Some good points here. Number one is that all those with a Cluster-B Personality Disorder are relationship toxic and should be avoided at all costs, be they Histrionic, Borderline, Anti-social or Narcissistic.
Equally important, trying to diagnose or categorize a Cluster-B is futile, as co-morbidity both within the spectrum and outside it is high, particularly in the continuum’s middle, the ASPDs and Borderlines. Cluster-Bs can also be depressed, anxious or Bipolar.
Coupled with all this is a high tendency for substance abuse, again particularly among the ASPDs and Borderlines.

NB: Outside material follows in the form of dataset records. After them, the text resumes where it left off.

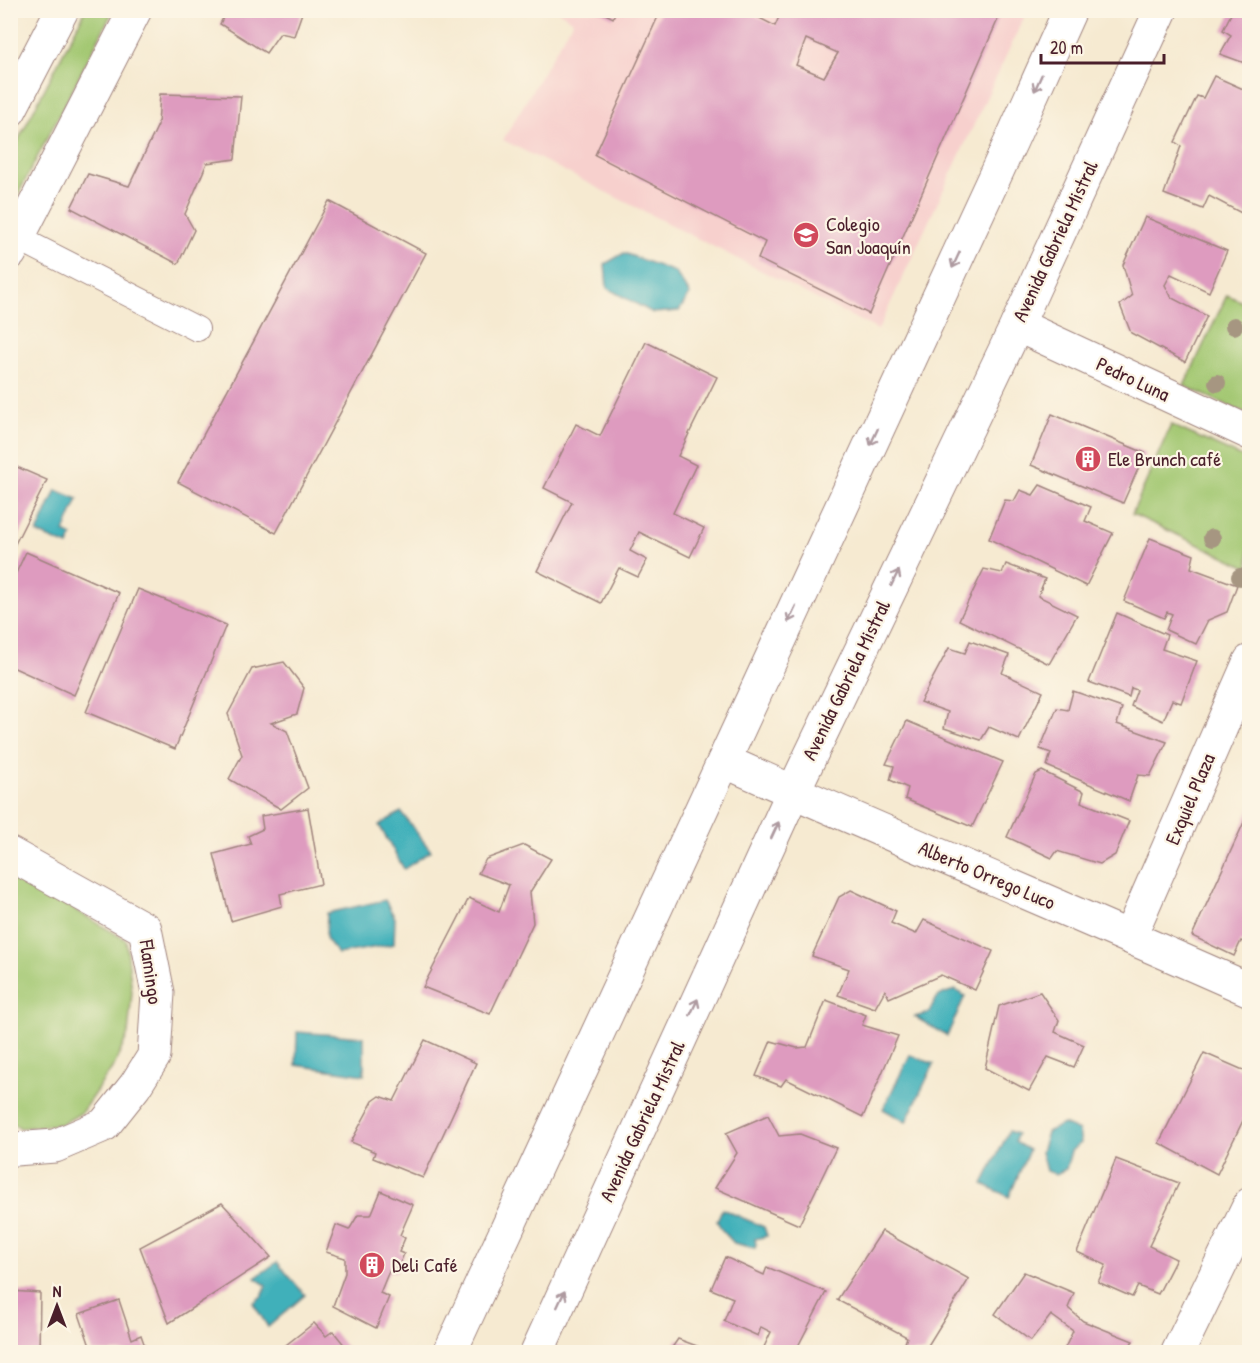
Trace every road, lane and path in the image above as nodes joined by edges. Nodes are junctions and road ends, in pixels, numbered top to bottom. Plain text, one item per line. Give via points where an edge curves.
1 (62, 10) edge
2 (135, 10) edge
3 (1070, 10) edge
4 (1161, 10) edge
5 (10, 110) edge
6 (14, 246) edge
7 (1017, 325) junction
8 (197, 329) dead end
9 (1250, 433) edge
10 (1250, 661) edge
11 (724, 761) junction
12 (793, 792) junction
13 (10, 854) edge
14 (1130, 936) junction
15 (1250, 990) edge
16 (10, 1146) edge
17 (1250, 1204) edge
18 (450, 1353) edge
19 (537, 1353) edge
20 (1178, 1353) edge

1 - 5 main road
2 - 6 main road
3 -> 11 main road
4 - 7 main road, Avenida Gabriela Mistral
6 - 8 lane
7 - 9 main road, Pedro Luna
12 -> 7 main road, Avenida Gabriela Mistral
10 - 14 main road, Exquiel Plaza
11 - 12 main road, Alberto Orrego Luco
11 - 18 main road
12 - 14 main road, Alberto Orrego Luco
19 -> 12 main road, Avenida Gabriela Mistral
13 - 16 main road, Flamingo via 145,930 158,993 154,1056 104,1125 55,1146
14 - 15 main road, Alberto Orrego Luco
17 - 20 main road

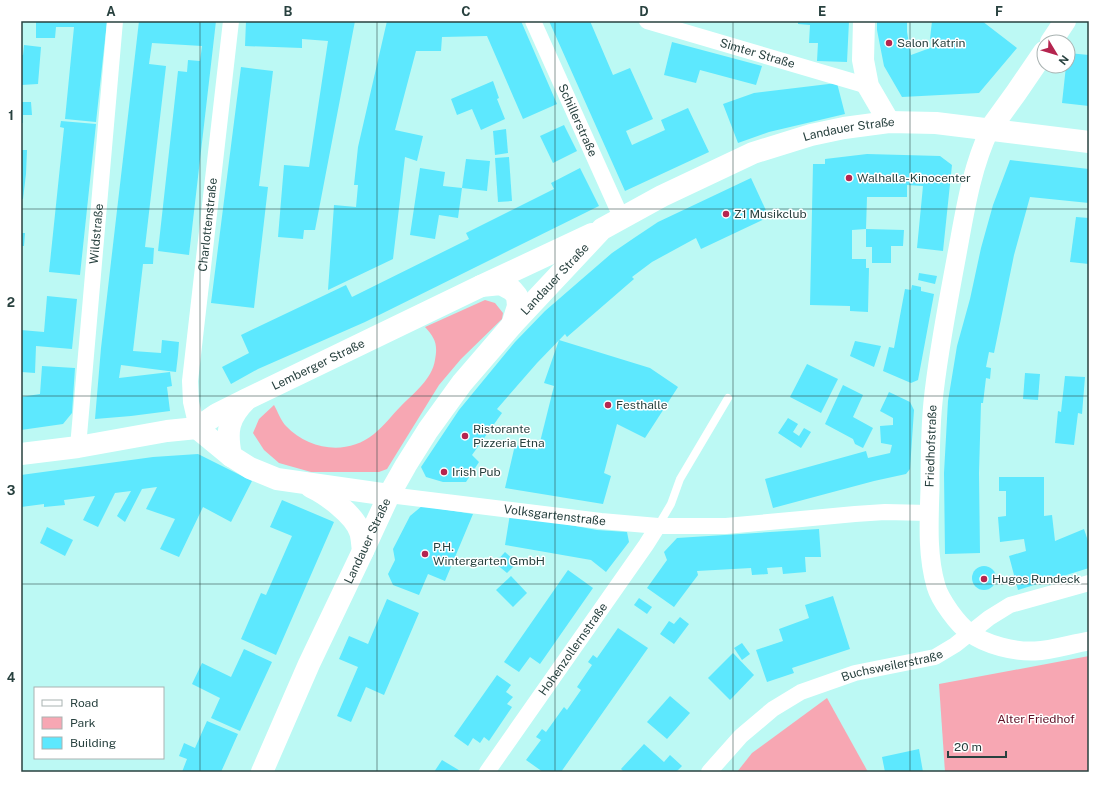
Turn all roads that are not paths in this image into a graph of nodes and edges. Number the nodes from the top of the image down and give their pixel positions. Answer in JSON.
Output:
{"nodes":[{"id":1,"x":116,"y":21,"type":"edge"},
{"id":2,"x":231,"y":21,"type":"edge"},
{"id":3,"x":533,"y":21,"type":"edge"},
{"id":4,"x":647,"y":21,"type":"edge"},
{"id":5,"x":864,"y":21,"type":"edge"},
{"id":6,"x":1065,"y":21,"type":"edge"},
{"id":7,"x":1056,"y":34,"type":"edge"},
{"id":8,"x":1036,"y":64,"type":"edge"},
{"id":9,"x":868,"y":86,"type":"junction"},
{"id":10,"x":889,"y":122,"type":"junction"},
{"id":11,"x":990,"y":129,"type":"junction"},
{"id":12,"x":1089,"y":142,"type":"edge"},
{"id":13,"x":622,"y":219,"type":"junction"},
{"id":14,"x":602,"y":229,"type":"junction"},
{"id":15,"x":481,"y":286,"type":"junction"},
{"id":16,"x":512,"y":325,"type":"junction"},
{"id":17,"x":728,"y":398,"type":"dead end"},
{"id":18,"x":247,"y":399,"type":"junction"},
{"id":19,"x":197,"y":428,"type":"junction"},
{"id":20,"x":78,"y":447,"type":"junction"},
{"id":21,"x":21,"y":454,"type":"edge"},
{"id":22,"x":231,"y":456,"type":"junction"},
{"id":23,"x":306,"y":484,"type":"junction"},
{"id":24,"x":390,"y":495,"type":"junction"},
{"id":25,"x":929,"y":513,"type":"junction"},
{"id":26,"x":658,"y":526,"type":"junction"},
{"id":27,"x":362,"y":551,"type":"junction"},
{"id":28,"x":1089,"y":583,"type":"edge"},
{"id":29,"x":970,"y":633,"type":"junction"},
{"id":30,"x":1089,"y":641,"type":"edge"},
{"id":31,"x":262,"y":772,"type":"edge"},
{"id":32,"x":487,"y":772,"type":"edge"},
{"id":33,"x":709,"y":772,"type":"edge"}],
"edges":[{"from":1,"to":20,"type":"street","name":"Wildstraße"},
{"from":2,"to":19,"type":"street","name":"Charlottenstraße"},
{"from":3,"to":13,"type":"street","name":"Schillerstraße"},
{"from":4,"to":9,"type":"street","name":"Simter Straße"},
{"from":5,"to":9,"type":"main road"},
{"from":6,"to":7,"type":"main road"},
{"from":8,"to":11,"type":"main road"},
{"from":9,"to":10,"type":"main road"},
{"from":10,"to":11,"type":"main road","name":"Landauer Straße"},
{"from":10,"to":13,"type":"main road","name":"Landauer Straße"},
{"from":11,"to":12,"type":"main road","name":"Landauer Straße"},
{"from":11,"to":25,"type":"street","name":"Friedhofstraße"},
{"from":13,"to":14,"type":"main road","name":"Landauer Straße"},
{"from":14,"to":15,"type":"main road","name":"Lemberger Straße"},
{"from":14,"to":16,"type":"main road","name":"Landauer Straße"},
{"from":15,"to":16,"type":"main road"},
{"from":15,"to":18,"type":"main road","name":"Lemberger Straße"},
{"from":16,"to":24,"type":"main road","name":"Landauer Straße"},
{"from":17,"to":26,"type":"lane"},
{"from":18,"to":19,"type":"main road","name":"Lemberger Straße"},
{"from":18,"to":22,"type":"main road"},
{"from":19,"to":20,"type":"main road","name":"Lemberger Straße"},
{"from":19,"to":22,"type":"main road","name":"Volksgartenstraße"},
{"from":20,"to":21,"type":"main road","name":"Lemberger Straße"},
{"from":22,"to":23,"type":"main road","name":"Volksgartenstraße"},
{"from":23,"to":24,"type":"main road","name":"Volksgartenstraße"},
{"from":23,"to":27,"type":"main road"},
{"from":24,"to":26,"type":"street","name":"Volksgartenstraße"},
{"from":24,"to":27,"type":"main road","name":"Landauer Straße"},
{"from":25,"to":26,"type":"street","name":"Volksgartenstraße"},
{"from":25,"to":29,"type":"street","name":"Friedhofstraße"},
{"from":26,"to":32,"type":"street","name":"Hohenzollernstraße"},
{"from":27,"to":31,"type":"main road","name":"Landauer Straße"},
{"from":28,"to":29,"type":"street","name":"Buchsweilerstraße"},
{"from":29,"to":30,"type":"street","name":"Friedhofstraße"},
{"from":29,"to":33,"type":"street","name":"Buchsweilerstraße"}]}
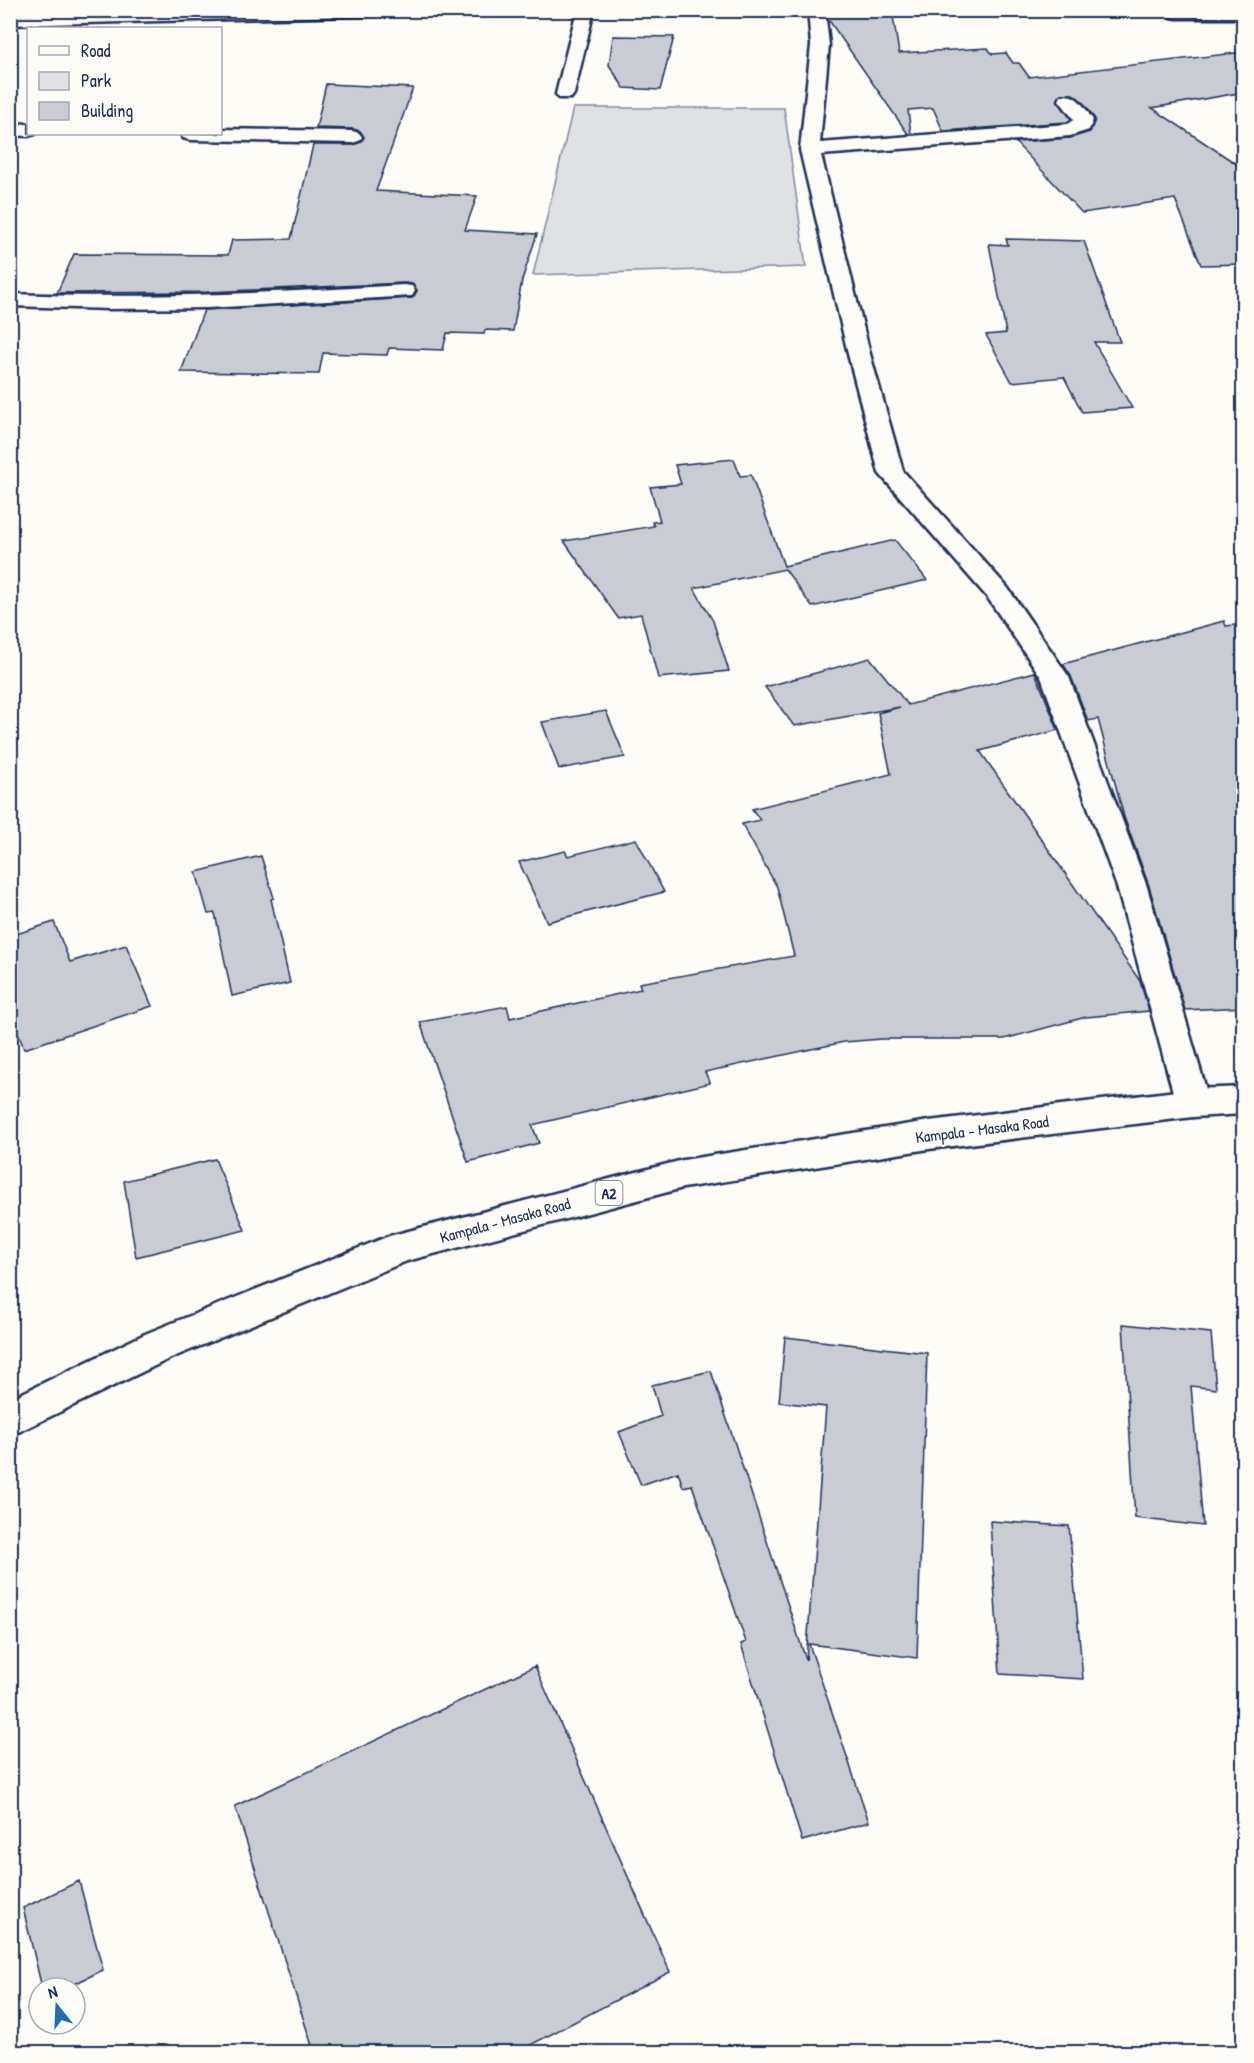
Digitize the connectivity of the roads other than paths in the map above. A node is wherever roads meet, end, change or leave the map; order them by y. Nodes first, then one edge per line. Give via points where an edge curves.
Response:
1 (390, 10) edge
2 (586, 10) edge
3 (816, 10) edge
4 (289, 11) edge
5 (1177, 13) dead end
6 (1244, 13) edge
7 (11, 21) edge
8 (565, 94) dead end
9 (1068, 100) dead end
10 (10, 129) edge
11 (27, 129) edge
12 (222, 135) edge
13 (352, 138) dead end
14 (810, 150) junction
15 (404, 291) dead end
16 (10, 300) edge
17 (1244, 1100) edge
18 (1193, 1103) junction
19 (10, 1418) edge

1 - 4 street
2 - 8 street
3 - 14 street via 820,45
4 - 7 street
5 - 6 street
9 - 14 street via 1084,120 1082,126 1070,130
10 - 11 street
12 - 13 street
14 - 18 street via 891,473 998,593 1055,677 1132,887
15 - 16 street via 180,304 92,305
17 - 18 street, Kampala - Masaka Road / A2
18 - 19 street, Kampala - Masaka Road / A2 via 929,1135 683,1174 414,1244 158,1346

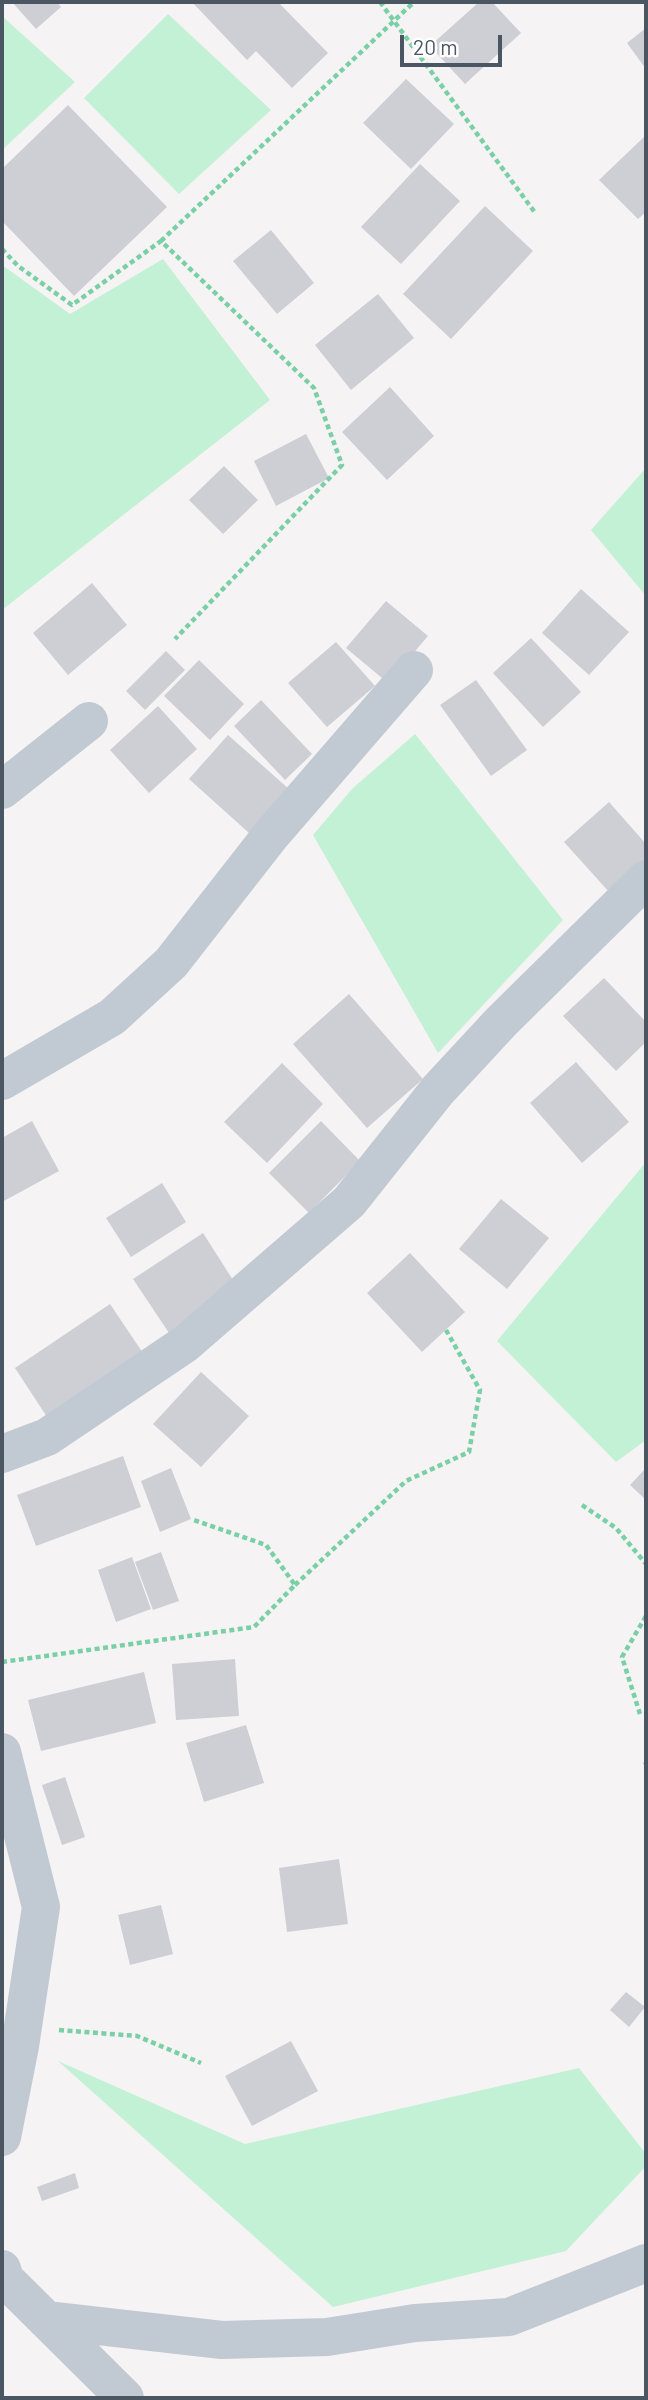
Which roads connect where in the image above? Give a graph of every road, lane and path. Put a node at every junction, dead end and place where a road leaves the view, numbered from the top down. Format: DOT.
graph roads {
  1 [pos="380,2"];
  2 [pos="414,2"];
  3 [pos="394,20"];
  4 [pos="536,214"];
  5 [pos="161,241"];
  6 [pos="2,248"];
  7 [pos="175,639"];
  8 [pos="414,670"];
  9 [pos="89,721"];
  10 [pos="2,790"];
  11 [pos="646,879"];
  12 [pos="2,1081"];
  13 [pos="446,1330"];
  14 [pos="2,1454"];
  15 [pos="582,1505"];
  16 [pos="191,1519"];
  17 [pos="646,1564"];
  18 [pos="295,1585"];
  19 [pos="646,1616"];
  20 [pos="2,1662"];
  21 [pos="640,1714"];
  22 [pos="2,1752"];
  23 [pos="23,2027"];
  24 [pos="201,2063"];
  25 [pos="2,2137"];
  26 [pos="646,2263"];
  27 [pos="2,2269"];
  28 [pos="46,2320"];
  29 [pos="125,2398"];
  1 -- 3 [label="path"];
  2 -- 3 [label="path"];
  3 -- 4 [label="path"];
  3 -- 5 [label="path"];
  5 -- 6 [label="path"];
  5 -- 7 [label="path"];
  8 -- 12 [label="street"];
  9 -- 10 [label="street"];
  11 -- 14 [label="street"];
  13 -- 18 [label="path"];
  15 -- 17 [label="path"];
  16 -- 18 [label="path"];
  18 -- 20 [label="path"];
  19 -- 21 [label="path"];
  22 -- 23 [label="street"];
  23 -- 24 [label="path"];
  23 -- 25 [label="street"];
  26 -- 28 [label="street"];
  27 -- 28 [label="street"];
  28 -- 29 [label="street"];
}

Even for a professional mental health provider differential diagnosis is difficult. My counselor thought the x-spath was Borderline, but did not want me talking too much about him, rather focusing on me and recovery. However, once I learned about sociopaths, I realized such a diagnosis fit my x-spath even down to such “non-clinical” features as his sociopath stare and monotone speaking style, technically called lack of local effect.
Perhaps one way to differentiate a borderline from a sociopath is that borderlines are emotionally labile whereas sociopaths only emotion is anger and such is usually displayed in unusual circumstances, typical when the sociopath is caught off guard concerning an issue or situation that they are masking.
Thus, sociopaths will go from cool to off the wall at the drop of a hat, whereas borderlines circumstantially go from depressed to excited.
In addition, having some emotion and empathy, the borderline will find ending a relationship difficult whereas sociopaths have no trouble ending one. A shared trait is that once in a relationship, neither ends one until “something better” comes along. Interestingly, borderlines seem more apt to completely cut ties once a new relationship starts, but the sociopath often will attempt to keep past relationships as “friendships”.